Background: Secretory breast cancer (SBC) is a rare entity characterised by indolent clinical behaviour, distinctive histological features and the presence of a recurrent chromosomal translocation t(12;15)(p13;q25), leading to the formation of the ETV6–NTRK3 fusion gene.
Aim: To describe the molecular genetic features of a case of SBC which harbours a duplication of the t(12;15) translocation.
Methods: Tiling path array comparative genomic hybridisation (aCGH) analysis and fluorescence in situ hybridisation (FISH) using in-house-generated probes for ETV6, NTRK3 and the fusion genes, centromeric probes for chromosomes 12 and 15, and a commercially available split-apart ETV6/NTRK3 probe.
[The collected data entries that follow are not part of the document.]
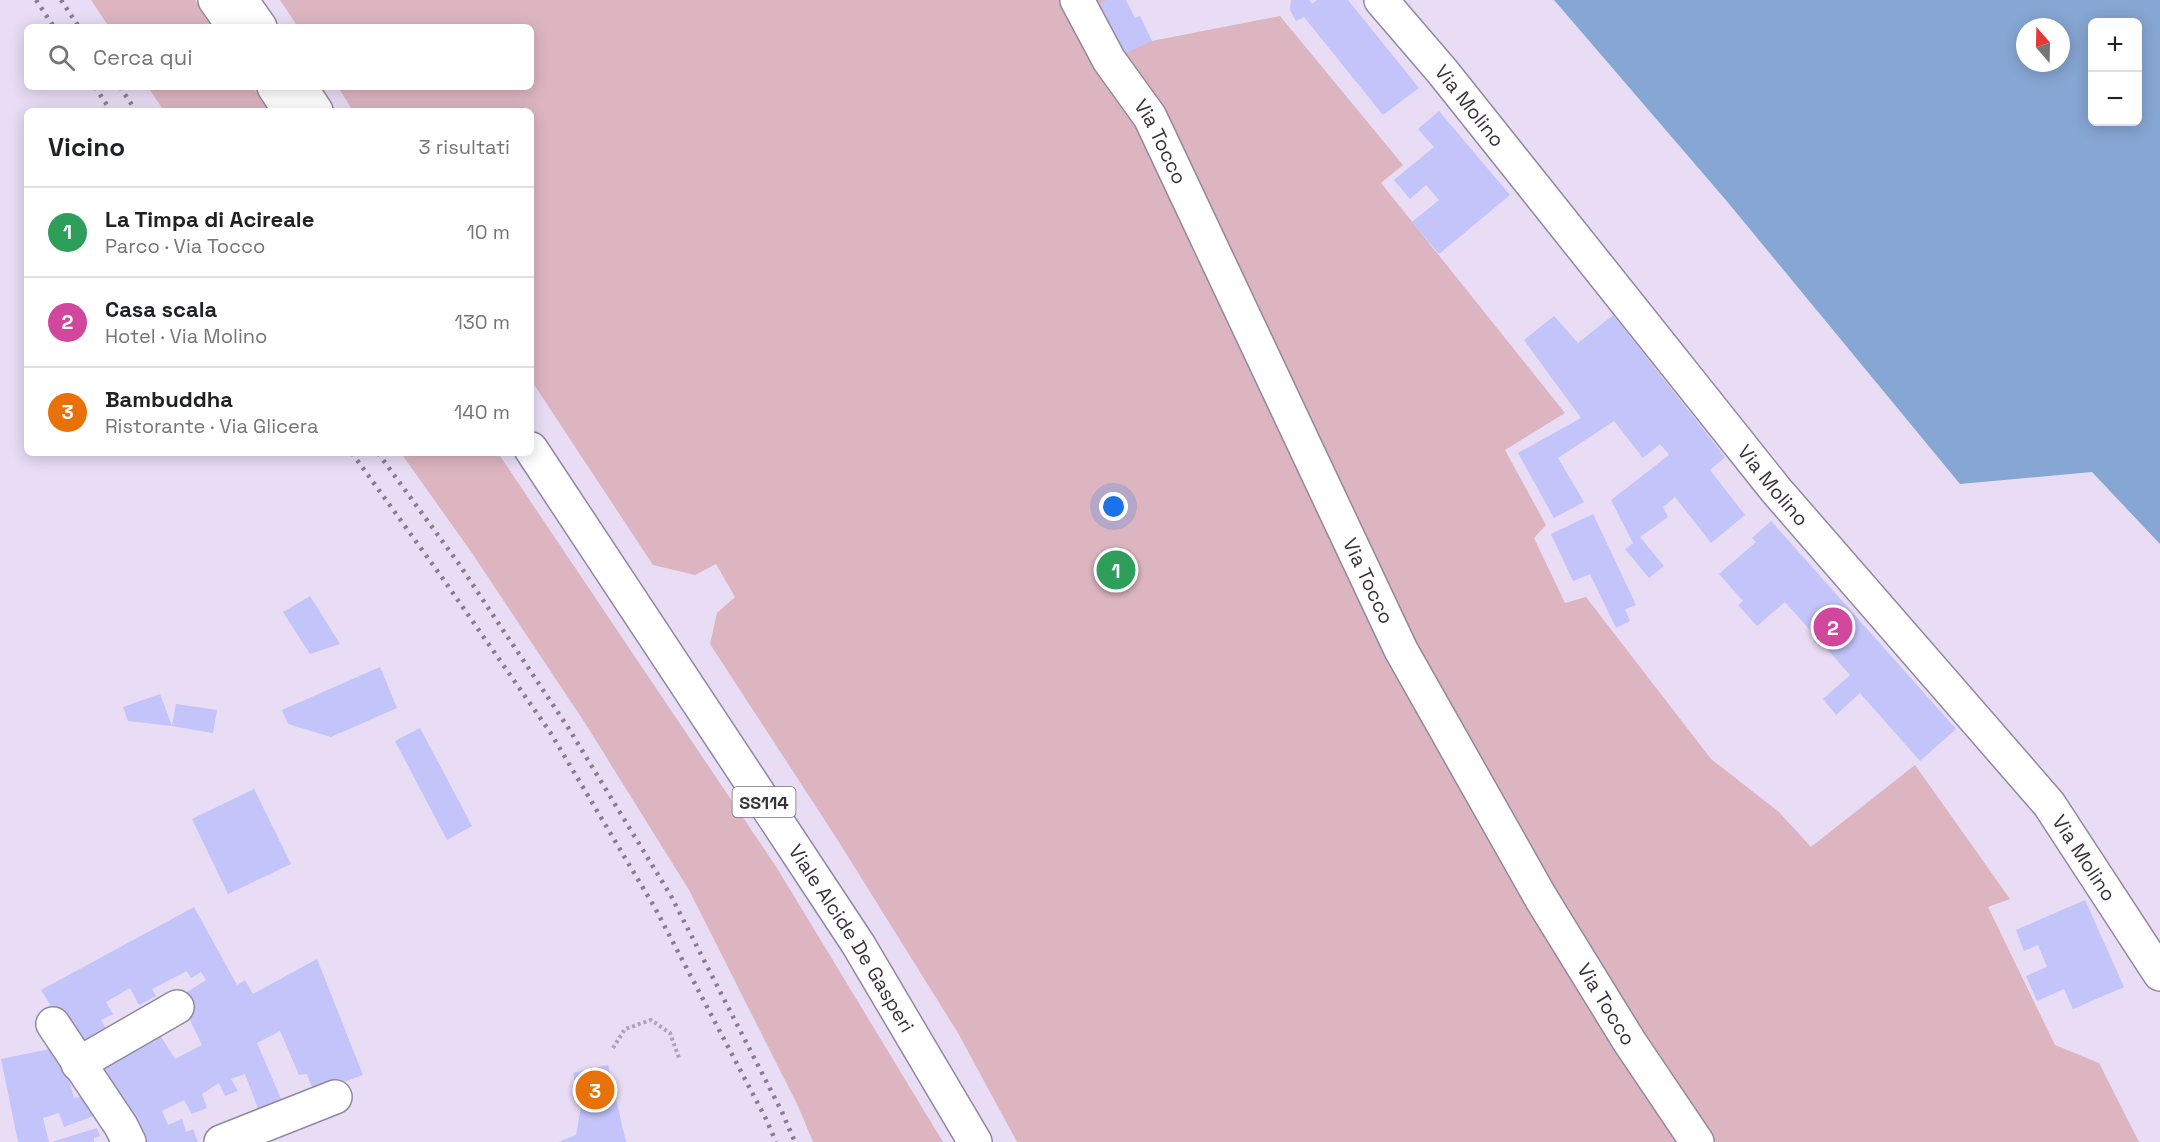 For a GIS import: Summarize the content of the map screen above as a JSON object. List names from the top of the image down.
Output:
{
  "streets": {
    "street": [
      "Via Molino",
      "Via Tocco",
      "SS114",
      "Viale Alcide De Gasperi"
    ]
  },
  "north": "top",
  "page": {
    "map_buttons": ["+", "−"],
    "search": "Cerca qui",
    "heading": ["Vicino", "3 risultati"],
    "list": [
      {
        "mark": "1",
        "name": "La Timpa di Acireale",
        "note": "Parco · Via Tocco",
        "value": "10 m"
      },
      {
        "mark": "2",
        "name": "Casa scala",
        "note": "Hotel · Via Molino",
        "value": "130 m"
      },
      {
        "mark": "3",
        "name": "Bambuddha",
        "note": "Ristorante · Via Glicera",
        "value": "140 m"
      }
    ],
    "pins": ["1", "2", "3"]
  }
}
Results: FISH revealed the presence of a duplication of the translocation t(12;15), which resulted from the gain of one copy of the derivative chromosome der(15)t(12;15), retention of one normal copy of both ETV6 and NTRK3 genes and deletion of the derivative chromosome der(12)t(12;15). Consistent with FISH findings, aCGH revealed copy number gains of ETV6 and NTRK3 and deletions encompassing the regions centromeric to ETV6 and telomeric to NTRK3. Additional regions of copy number changes included gains of 10q21, 10q26.3, 12p13.3–p13.31 15q11–q25.3 and 16pq and losses of 6q24.1–q27, 12p13.2–q12 and 15q25.3–q26.3.
Conclusions: To the best of our knowledge, this is the first time a carcinoma has been shown to harbour a duplication of the ETV6–NTRK3 translocation. The presence of an additional copy of the derivative chromosome der(15)t(12;15) coupled with deletion of the other derivative der(12)t(12;15) in the modal population of cancer cells suggests that this was either an early phenomenon or conferred additional growth advantage on neoplastic cells.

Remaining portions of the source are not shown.